=== Begin Enclosure ===

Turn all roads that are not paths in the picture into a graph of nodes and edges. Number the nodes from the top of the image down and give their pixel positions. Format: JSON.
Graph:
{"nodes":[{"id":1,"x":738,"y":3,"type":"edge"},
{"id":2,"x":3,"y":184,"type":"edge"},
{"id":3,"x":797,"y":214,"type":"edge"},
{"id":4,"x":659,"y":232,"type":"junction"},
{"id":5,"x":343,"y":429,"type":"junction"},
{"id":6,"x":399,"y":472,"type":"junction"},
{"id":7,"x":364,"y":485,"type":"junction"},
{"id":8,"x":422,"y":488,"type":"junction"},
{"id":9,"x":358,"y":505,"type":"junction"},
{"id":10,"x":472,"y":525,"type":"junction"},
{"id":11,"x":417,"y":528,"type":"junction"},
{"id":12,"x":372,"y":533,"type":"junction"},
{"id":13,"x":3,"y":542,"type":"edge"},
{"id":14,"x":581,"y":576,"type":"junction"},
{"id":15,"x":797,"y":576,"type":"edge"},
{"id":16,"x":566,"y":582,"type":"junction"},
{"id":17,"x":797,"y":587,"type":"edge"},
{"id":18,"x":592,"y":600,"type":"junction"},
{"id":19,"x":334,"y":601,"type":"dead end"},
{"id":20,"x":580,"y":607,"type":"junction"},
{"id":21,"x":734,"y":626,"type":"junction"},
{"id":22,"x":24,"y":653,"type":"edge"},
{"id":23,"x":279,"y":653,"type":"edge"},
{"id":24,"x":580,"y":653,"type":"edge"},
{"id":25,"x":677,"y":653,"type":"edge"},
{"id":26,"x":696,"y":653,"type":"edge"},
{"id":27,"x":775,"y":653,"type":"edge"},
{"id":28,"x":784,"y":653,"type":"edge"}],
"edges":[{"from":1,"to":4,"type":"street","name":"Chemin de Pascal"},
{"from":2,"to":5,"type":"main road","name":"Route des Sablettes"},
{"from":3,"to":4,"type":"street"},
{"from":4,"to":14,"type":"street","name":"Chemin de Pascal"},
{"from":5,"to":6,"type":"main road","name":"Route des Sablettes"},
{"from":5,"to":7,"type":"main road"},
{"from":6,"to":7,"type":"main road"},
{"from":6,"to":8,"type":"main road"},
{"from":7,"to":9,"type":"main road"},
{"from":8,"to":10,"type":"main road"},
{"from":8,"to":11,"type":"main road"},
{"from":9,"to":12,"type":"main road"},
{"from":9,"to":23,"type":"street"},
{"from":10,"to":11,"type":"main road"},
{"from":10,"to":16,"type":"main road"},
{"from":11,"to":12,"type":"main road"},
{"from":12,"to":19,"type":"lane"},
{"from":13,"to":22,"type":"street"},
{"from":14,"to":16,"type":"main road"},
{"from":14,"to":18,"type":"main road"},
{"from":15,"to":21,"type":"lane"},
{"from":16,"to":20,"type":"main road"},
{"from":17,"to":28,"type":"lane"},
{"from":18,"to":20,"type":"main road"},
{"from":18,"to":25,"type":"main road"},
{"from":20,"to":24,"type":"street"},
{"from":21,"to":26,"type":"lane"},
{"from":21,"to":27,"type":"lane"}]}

=== End Enclosure ===

▶ WORK TASK
Search the records above for the string "Pascal" and copy each line that holds it.

▶ OUTPUT BELOW
"edges":[{"from":1,"to":4,"type":"street","name":"Chemin de Pascal"},
{"from":4,"to":14,"type":"street","name":"Chemin de Pascal"},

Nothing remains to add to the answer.